I guess this because that's what I do with some of the lists that I belong to that I never contribute to. Occasionally something grabs my attention for a moment and I shoot off a comment. As those who know me might guess, it's usually a response to something that irritates me. I have to be careful though because I also have a tendency to get people stirred up to the point that they write backchannel emails to the group moderator and before I know it, I'm booted.

I teach communication skills, amongst other things, and one of the facts about people that I already knew was confirmed by "science" recently. People get mad when their basic beliefs are challenged; a fact confirmed by MRI scans that showed that the emotional parts of a human brain light up like a Christmas tree when a belief is challenged. So otherwise intelligent and rational people get angry.

It appears that people who write poetry are no exception to the phenomenon. In fact, because they have a better than average sensitivity to language, their trigger is much more easily tripped. Comments about their sense of poetry really set them off (just for the record, I'm human and get ticked off about all kinds of things).
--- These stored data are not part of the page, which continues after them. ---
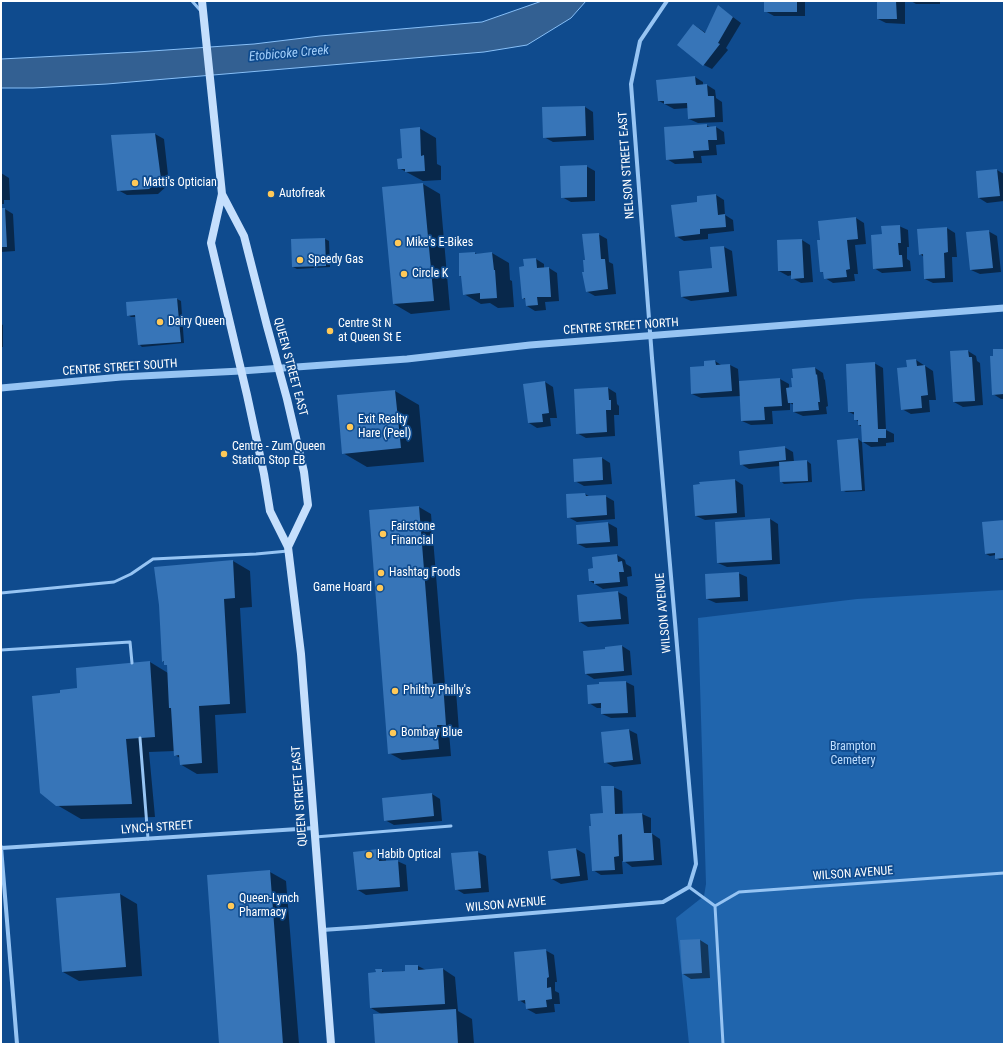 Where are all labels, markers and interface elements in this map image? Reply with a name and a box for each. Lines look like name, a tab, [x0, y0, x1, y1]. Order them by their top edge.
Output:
water label: Etobicoke Creek	[248, 43, 330, 65]
street label: NELSON STREET EAST	[616, 111, 638, 219]
place label: Matti's Optician	[143, 176, 217, 190]
marker: Matti's Optician	[130, 178, 140, 188]
place label: Autofreak	[279, 187, 325, 201]
marker: Autofreak	[266, 189, 276, 199]
place label: Mike's E-Bikes	[406, 236, 473, 250]
marker: Mike's E-Bikes	[393, 238, 403, 248]
place label: Speedy Gas	[308, 253, 363, 267]
marker: Speedy Gas	[295, 255, 305, 265]
place label: Circle K	[412, 267, 448, 281]
marker: Circle K	[399, 269, 409, 279]
place label: Dairy Queen	[168, 315, 225, 329]
street label: QUEEN STREET EAST	[270, 316, 310, 418]
street label: CENTRE STREET NORTH	[563, 316, 679, 338]
marker: Dairy Queen	[155, 317, 165, 327]
place label: Centre St N at Queen St E	[338, 317, 401, 345]
marker: Centre St N at Queen St E	[325, 326, 335, 336]
street label: CENTRE STREET SOUTH	[62, 357, 178, 379]
place label: Exit Realty Hare (Peel)	[358, 413, 411, 441]
marker: Exit Realty Hare (Peel)	[345, 422, 355, 432]
place label: Centre - Zum Queen Station Stop EB	[232, 440, 325, 468]
marker: Centre - Zum Queen Station Stop EB	[219, 449, 229, 459]
place label: Fairstone Financial	[391, 520, 435, 548]
marker: Fairstone Financial	[378, 529, 388, 539]
place label: Hashtag Foods	[389, 566, 461, 580]
marker: Hashtag Foods	[376, 568, 386, 578]
street label: WILSON AVENUE	[653, 572, 675, 654]
place label: Game Hoard	[313, 581, 372, 595]
marker: Game Hoard	[375, 583, 385, 593]
place label: Philthy Philly's	[403, 684, 471, 698]
marker: Philthy Philly's	[390, 686, 400, 696]
place label: Bombay Blue	[401, 726, 463, 740]
marker: Bombay Blue	[388, 728, 398, 738]
park label: Brampton Cemetery	[830, 740, 876, 768]
street label: QUEEN STREET EAST	[289, 745, 311, 847]
street label: LYNCH STREET	[121, 818, 193, 838]
place label: Habib Optical	[377, 848, 441, 862]
marker: Habib Optical	[364, 850, 374, 860]
street label: WILSON AVENUE	[812, 864, 894, 884]
place label: Queen-Lynch Pharmacy	[239, 892, 299, 920]
street label: WILSON AVENUE	[465, 894, 547, 916]
marker: Queen-Lynch Pharmacy	[226, 901, 236, 911] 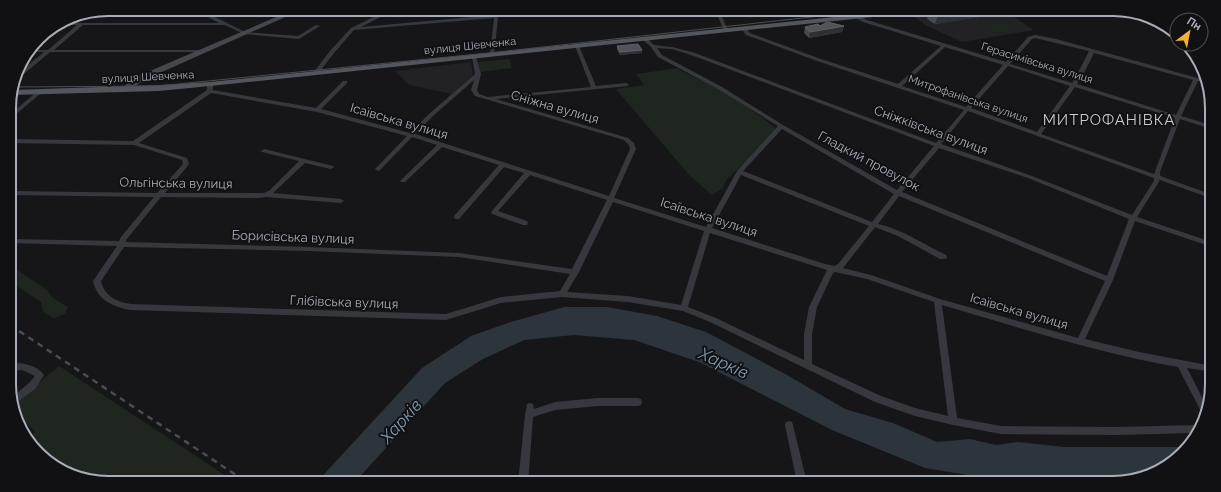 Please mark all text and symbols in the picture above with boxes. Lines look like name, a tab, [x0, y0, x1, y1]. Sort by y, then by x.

Hell, it may even be that creatives have lower insult thresholds than the general population.

I also teach English Comp courses, and almost none of the students get upset when I critique their essays, pointing out the organizational flaws, and the mechanical ones. But if they show me their poetry (which I try to avoid for obvious reasons), and I make similar comments about their craft, well, they get upset. That emotional flareup appears to be related to the perceived personal nature of poetry. Poetry, it is widely believed, is too personal to be commented upon in any way that is not complimentary because an attack on a poem is the equivalent of an attack on the person who wrote it.
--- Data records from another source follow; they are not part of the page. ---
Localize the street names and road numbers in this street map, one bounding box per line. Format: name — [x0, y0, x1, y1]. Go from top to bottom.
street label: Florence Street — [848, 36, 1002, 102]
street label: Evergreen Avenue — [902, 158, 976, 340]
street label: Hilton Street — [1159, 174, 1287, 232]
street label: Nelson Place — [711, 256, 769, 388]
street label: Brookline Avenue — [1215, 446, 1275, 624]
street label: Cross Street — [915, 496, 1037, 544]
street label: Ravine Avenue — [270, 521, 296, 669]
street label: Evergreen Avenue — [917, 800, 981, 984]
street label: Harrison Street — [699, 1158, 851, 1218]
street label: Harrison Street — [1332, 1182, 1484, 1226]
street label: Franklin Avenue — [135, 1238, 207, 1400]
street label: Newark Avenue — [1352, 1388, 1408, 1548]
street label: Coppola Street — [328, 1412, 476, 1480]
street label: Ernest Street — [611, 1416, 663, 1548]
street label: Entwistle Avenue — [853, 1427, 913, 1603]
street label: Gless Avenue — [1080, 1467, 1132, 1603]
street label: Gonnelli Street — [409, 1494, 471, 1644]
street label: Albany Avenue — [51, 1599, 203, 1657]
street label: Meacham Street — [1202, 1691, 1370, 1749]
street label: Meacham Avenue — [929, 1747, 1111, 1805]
I can't think of any other Art form where that is so. Something about the use of language to create Art makes the artist especially vulnerable to negative criticism. If I play music badly, which I often do, I don't like it when it's pointed out to me by others, but I certainly understand it, and the resultant emotion is more frustration than anger; frustration with the disparity between what I am trying to do and what I actually manage to do. Those anger spots don't seem to get triggered.

It may have something to with language; we all think we understand language well enough to communicate. But I'm guessing that it's more a matter of ignorance than anything else. Ignorance of what good poetry sounds like. We're exposed to music all the time, so we know what's possible, but poetry, well poetry is not something that people are exposed to much at all.
A little bit in school, the stray birthday card, church, or funeral maybe, but certainly not on TV, radio, or... anywhere much at all.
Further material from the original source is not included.